+++ RAW DATA +++

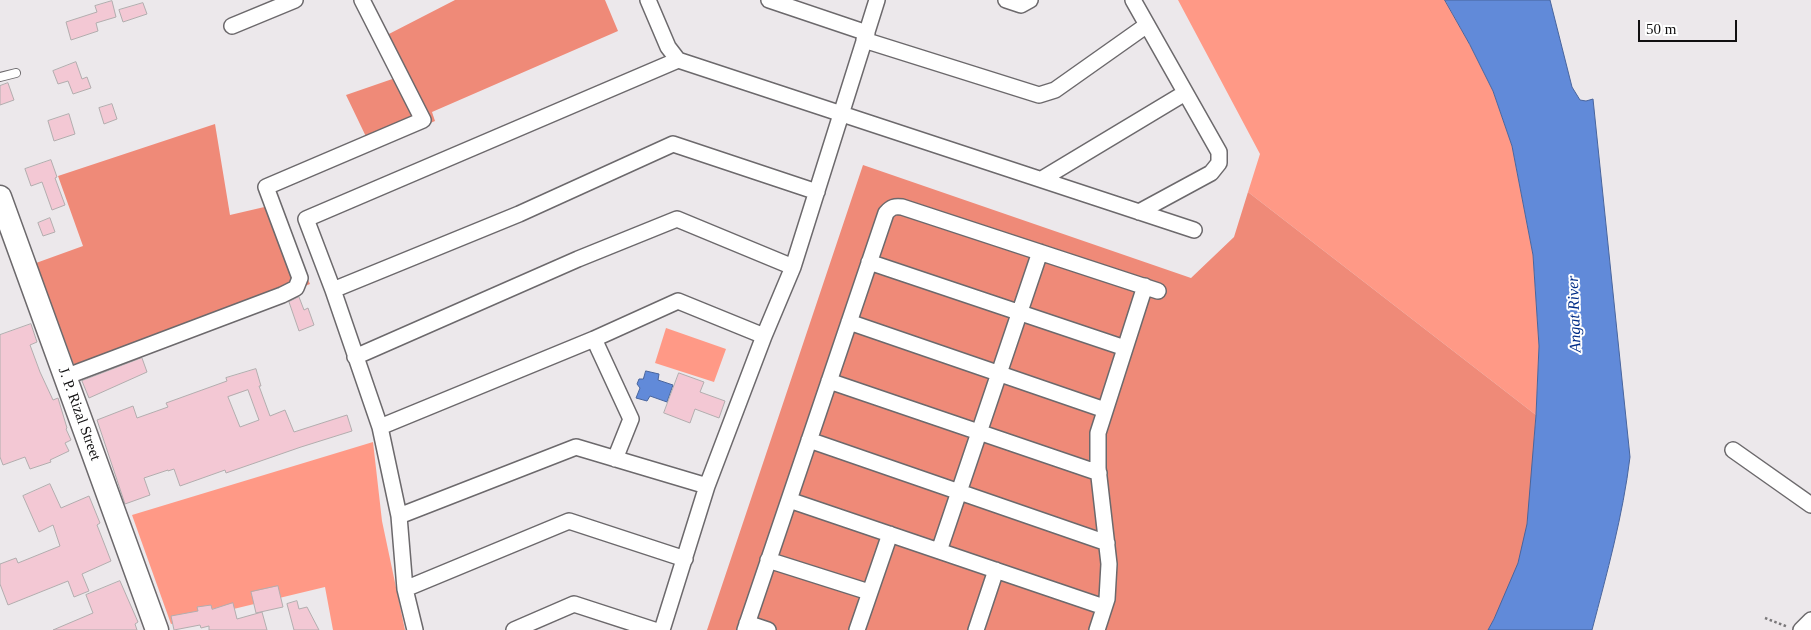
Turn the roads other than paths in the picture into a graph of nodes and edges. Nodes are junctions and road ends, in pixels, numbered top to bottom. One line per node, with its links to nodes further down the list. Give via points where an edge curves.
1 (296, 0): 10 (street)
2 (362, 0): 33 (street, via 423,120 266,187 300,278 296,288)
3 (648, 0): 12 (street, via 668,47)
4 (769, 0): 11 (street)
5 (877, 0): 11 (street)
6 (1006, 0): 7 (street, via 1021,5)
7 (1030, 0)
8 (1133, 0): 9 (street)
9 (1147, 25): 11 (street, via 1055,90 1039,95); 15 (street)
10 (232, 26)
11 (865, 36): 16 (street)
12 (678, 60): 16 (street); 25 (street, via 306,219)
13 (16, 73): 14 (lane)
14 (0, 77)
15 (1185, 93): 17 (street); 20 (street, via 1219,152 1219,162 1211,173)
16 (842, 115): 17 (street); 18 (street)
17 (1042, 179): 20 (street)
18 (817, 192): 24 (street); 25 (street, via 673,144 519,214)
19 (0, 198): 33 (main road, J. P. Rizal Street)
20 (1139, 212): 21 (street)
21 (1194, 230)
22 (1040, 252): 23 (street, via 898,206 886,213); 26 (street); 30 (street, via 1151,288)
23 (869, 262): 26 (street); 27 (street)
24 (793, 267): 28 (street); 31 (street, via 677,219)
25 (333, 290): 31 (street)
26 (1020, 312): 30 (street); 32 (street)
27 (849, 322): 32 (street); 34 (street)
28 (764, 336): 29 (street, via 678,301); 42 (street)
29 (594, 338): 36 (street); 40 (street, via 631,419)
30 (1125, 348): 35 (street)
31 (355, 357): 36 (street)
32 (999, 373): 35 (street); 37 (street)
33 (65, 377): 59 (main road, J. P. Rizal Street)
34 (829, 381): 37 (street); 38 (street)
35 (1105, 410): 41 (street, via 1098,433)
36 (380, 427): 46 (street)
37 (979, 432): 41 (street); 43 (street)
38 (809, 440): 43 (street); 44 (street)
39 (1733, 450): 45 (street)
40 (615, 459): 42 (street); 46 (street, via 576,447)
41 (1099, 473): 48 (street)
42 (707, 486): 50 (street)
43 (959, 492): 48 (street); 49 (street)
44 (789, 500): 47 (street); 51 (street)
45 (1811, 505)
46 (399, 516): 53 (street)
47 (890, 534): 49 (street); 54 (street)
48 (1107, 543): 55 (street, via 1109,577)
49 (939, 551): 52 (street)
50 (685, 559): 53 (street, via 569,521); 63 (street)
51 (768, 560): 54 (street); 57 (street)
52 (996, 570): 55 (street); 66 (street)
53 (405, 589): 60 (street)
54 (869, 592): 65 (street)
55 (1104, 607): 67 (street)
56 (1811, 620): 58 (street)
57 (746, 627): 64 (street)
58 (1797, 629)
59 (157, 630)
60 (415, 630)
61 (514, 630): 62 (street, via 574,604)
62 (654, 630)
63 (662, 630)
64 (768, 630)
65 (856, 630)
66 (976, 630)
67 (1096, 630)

+++
+++ RAW DATA +++

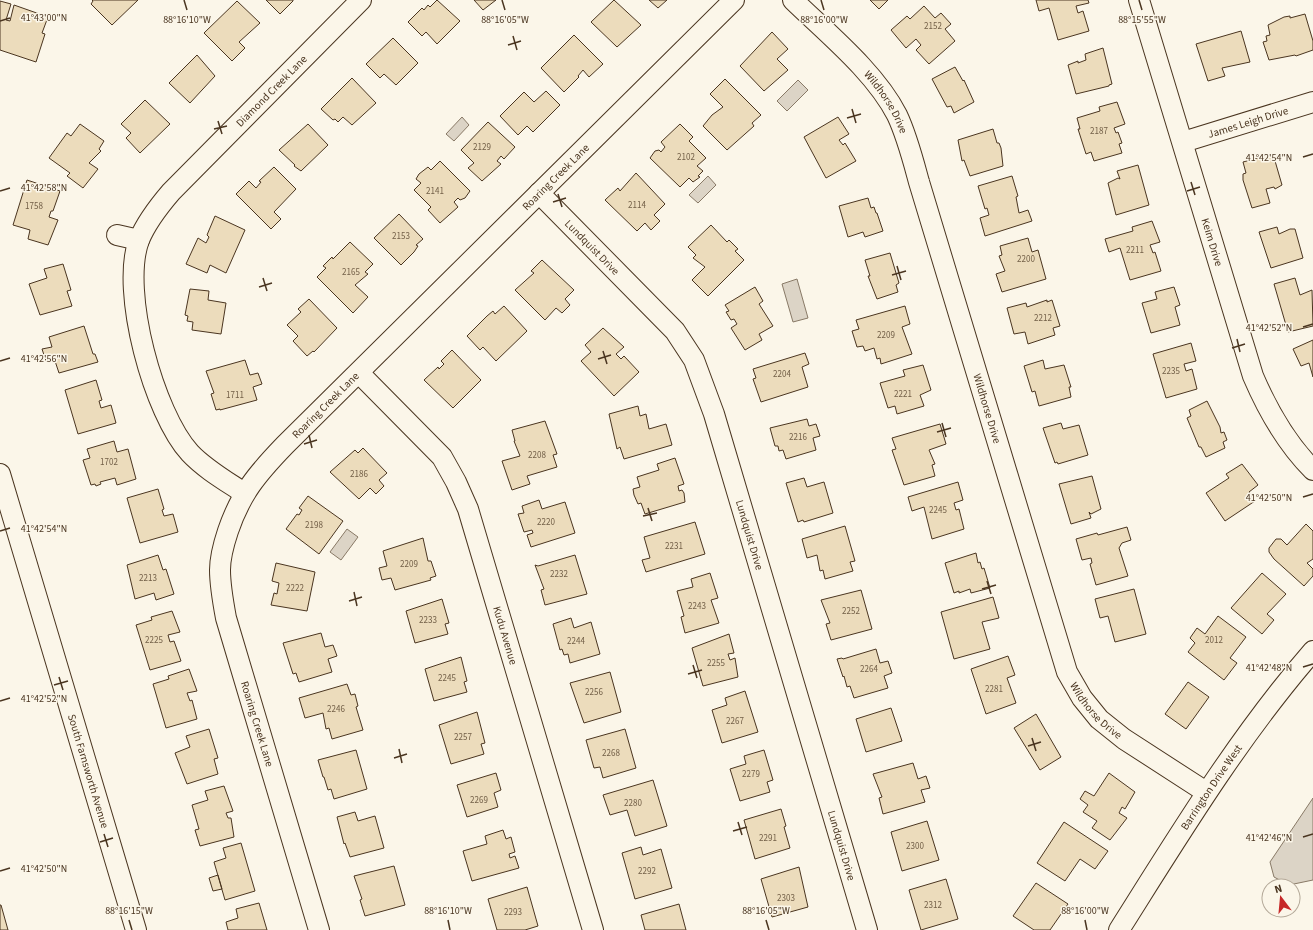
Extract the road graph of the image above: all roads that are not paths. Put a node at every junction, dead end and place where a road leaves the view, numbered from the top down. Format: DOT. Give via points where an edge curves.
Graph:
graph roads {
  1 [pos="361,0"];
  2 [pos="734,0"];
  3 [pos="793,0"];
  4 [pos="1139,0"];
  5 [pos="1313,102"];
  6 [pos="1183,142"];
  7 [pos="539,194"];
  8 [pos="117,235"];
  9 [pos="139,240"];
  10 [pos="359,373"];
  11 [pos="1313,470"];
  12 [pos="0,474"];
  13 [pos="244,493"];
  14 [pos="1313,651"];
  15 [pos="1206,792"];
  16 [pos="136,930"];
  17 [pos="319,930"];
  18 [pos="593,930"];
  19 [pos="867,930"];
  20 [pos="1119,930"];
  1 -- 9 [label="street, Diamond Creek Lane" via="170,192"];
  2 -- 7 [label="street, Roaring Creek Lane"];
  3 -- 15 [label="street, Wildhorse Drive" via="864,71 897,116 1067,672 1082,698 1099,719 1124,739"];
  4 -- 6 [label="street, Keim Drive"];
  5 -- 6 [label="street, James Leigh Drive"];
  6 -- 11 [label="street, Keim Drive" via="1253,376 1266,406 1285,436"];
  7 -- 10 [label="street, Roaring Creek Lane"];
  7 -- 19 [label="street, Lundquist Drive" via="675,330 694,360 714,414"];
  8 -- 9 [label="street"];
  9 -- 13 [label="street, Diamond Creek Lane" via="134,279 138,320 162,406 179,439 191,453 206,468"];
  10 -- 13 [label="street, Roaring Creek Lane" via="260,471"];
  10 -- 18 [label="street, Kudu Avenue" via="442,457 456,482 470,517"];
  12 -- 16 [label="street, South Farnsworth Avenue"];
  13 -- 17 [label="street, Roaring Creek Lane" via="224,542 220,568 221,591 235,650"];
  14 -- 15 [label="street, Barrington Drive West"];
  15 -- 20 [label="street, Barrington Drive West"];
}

+++

● **WORK ITEM**
Pull out all lines from the entries above that include the word "West".

● **RESPONSE TO THE EXERCISE**
  14 -- 15 [label="street, Barrington Drive West"];
  15 -- 20 [label="street, Barrington Drive West"];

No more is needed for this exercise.